■ WHAT TO WORK ON: Shown below are entries with pictures; the line with "middle dip: (353, 351)" through the line with "thumb cmc: (110, 423)" is the span to retype exactly, and the pictures stay out.

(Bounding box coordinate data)
════
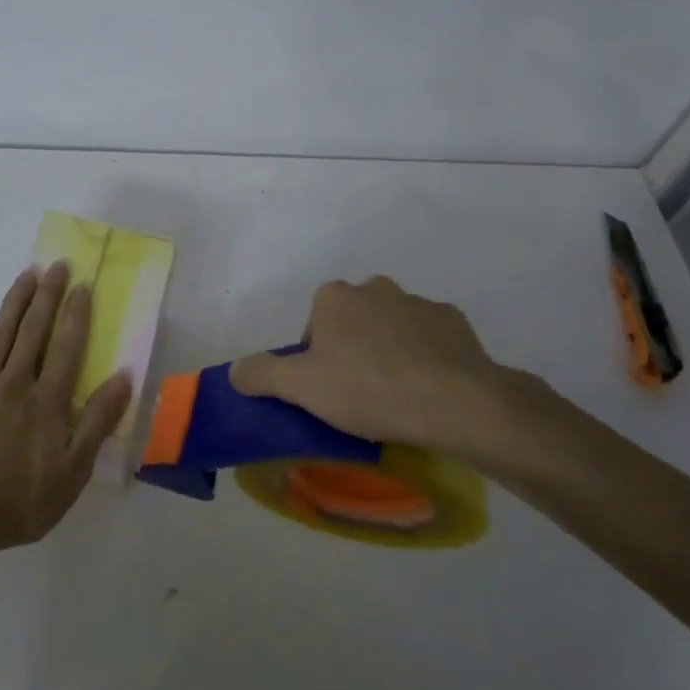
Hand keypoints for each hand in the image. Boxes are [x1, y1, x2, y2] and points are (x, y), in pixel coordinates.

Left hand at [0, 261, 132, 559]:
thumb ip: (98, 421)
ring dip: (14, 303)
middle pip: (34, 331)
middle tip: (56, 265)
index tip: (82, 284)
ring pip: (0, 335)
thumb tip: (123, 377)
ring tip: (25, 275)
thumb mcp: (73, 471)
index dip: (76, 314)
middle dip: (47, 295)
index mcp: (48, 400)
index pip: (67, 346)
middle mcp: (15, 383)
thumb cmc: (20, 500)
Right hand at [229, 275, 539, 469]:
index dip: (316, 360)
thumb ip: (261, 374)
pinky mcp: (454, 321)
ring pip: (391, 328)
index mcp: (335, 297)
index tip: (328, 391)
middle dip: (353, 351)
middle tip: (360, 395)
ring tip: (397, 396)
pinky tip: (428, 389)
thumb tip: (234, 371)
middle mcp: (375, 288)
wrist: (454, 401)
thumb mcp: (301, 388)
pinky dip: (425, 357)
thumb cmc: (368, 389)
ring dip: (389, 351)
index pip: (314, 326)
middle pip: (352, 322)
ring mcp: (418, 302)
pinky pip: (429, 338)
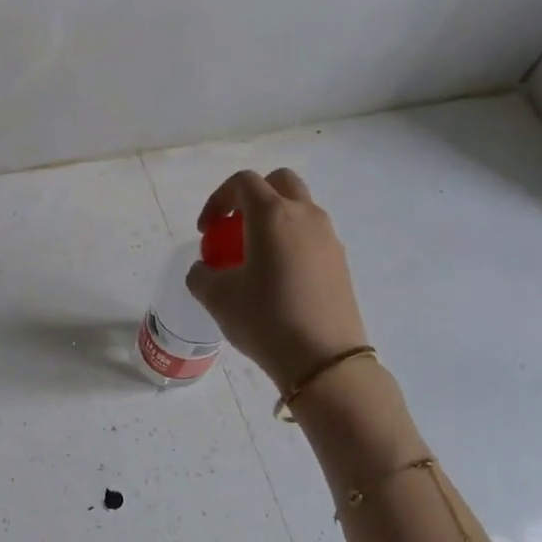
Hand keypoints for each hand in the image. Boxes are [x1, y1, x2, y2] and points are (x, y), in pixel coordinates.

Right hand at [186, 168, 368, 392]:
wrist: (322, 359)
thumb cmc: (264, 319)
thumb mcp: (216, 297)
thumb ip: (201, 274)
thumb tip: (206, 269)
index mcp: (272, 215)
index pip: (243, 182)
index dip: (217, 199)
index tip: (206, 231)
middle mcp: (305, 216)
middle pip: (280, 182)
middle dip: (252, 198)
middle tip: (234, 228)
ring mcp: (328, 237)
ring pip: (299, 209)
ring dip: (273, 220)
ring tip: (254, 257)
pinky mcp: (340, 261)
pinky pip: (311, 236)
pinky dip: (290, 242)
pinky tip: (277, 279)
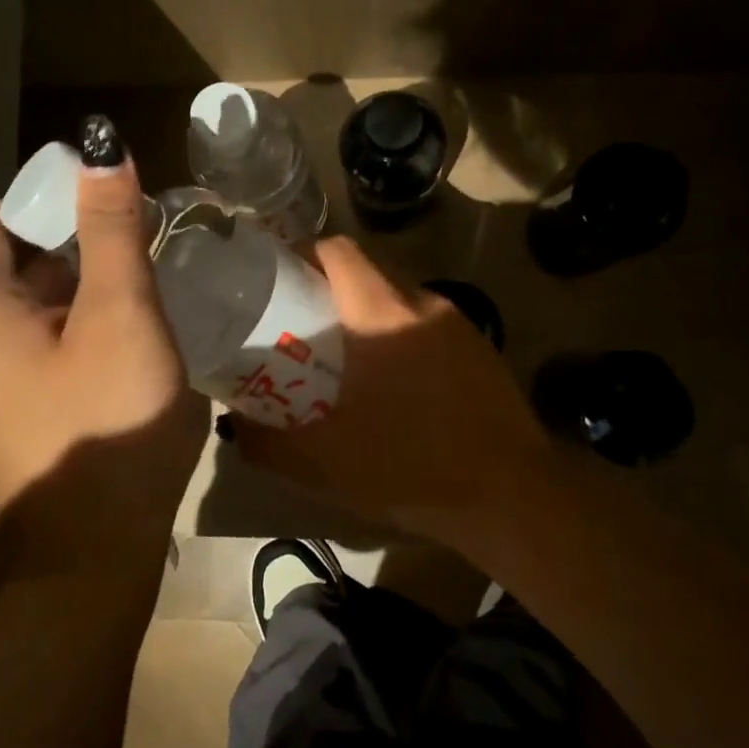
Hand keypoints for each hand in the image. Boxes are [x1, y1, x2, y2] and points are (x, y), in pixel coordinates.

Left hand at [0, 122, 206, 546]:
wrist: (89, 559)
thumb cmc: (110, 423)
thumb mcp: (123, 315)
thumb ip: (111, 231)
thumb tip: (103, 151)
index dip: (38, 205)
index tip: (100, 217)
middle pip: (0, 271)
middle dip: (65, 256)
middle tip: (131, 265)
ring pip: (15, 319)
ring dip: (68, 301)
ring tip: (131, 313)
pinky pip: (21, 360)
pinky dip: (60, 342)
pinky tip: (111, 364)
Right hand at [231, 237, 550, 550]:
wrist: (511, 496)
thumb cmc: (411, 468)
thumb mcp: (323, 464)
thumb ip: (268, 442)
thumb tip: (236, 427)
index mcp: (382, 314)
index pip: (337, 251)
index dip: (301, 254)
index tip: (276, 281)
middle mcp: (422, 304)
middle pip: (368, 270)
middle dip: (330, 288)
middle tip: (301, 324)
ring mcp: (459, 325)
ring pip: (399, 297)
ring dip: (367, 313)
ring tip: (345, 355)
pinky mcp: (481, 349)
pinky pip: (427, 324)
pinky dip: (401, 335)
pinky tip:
════
■ EXPECTED ANSWER:
middle dip: (353, 351)
middle tip: (360, 395)
ring tip: (397, 396)
pinky tip: (428, 389)
thumb tip: (234, 371)
middle mcp: (375, 288)
wrist: (454, 401)
thumb mcp: (301, 388)
pinky dip: (425, 357)
thumb cmc: (368, 389)
ring dip: (389, 351)
index pip: (314, 326)
middle pip: (352, 322)
ring mcp: (418, 302)
pinky pip: (429, 338)
Hand keypoints for each hand in the image. Boxes are [x1, y1, x2, y2] and points are (x, y), in pixel coordinates.

Right hand at [186, 168, 368, 392]:
wrist: (322, 359)
thumb cmc: (264, 319)
thumb mcp: (216, 297)
thumb ip: (201, 274)
thumb tip: (206, 269)
index mcp: (272, 215)
index pip: (243, 182)
index dip: (217, 199)
index tip: (206, 231)
middle mcp: (305, 216)
middle pip: (280, 182)
middle dip: (252, 198)
middle tip: (234, 228)
ring mcp: (328, 237)
ring pip: (299, 209)
ring dip: (273, 220)
ring tip: (254, 257)
pinky mcp: (340, 261)
pinky pip: (311, 236)
pinky dip: (290, 242)
pinky tip: (277, 279)
Hand keypoints for each hand in the image. Boxes are [x1, y1, x2, y2] and points are (x, y), in pixel coordinates.

Left hand at [0, 122, 206, 546]:
wrist: (89, 559)
thumb cmc: (110, 423)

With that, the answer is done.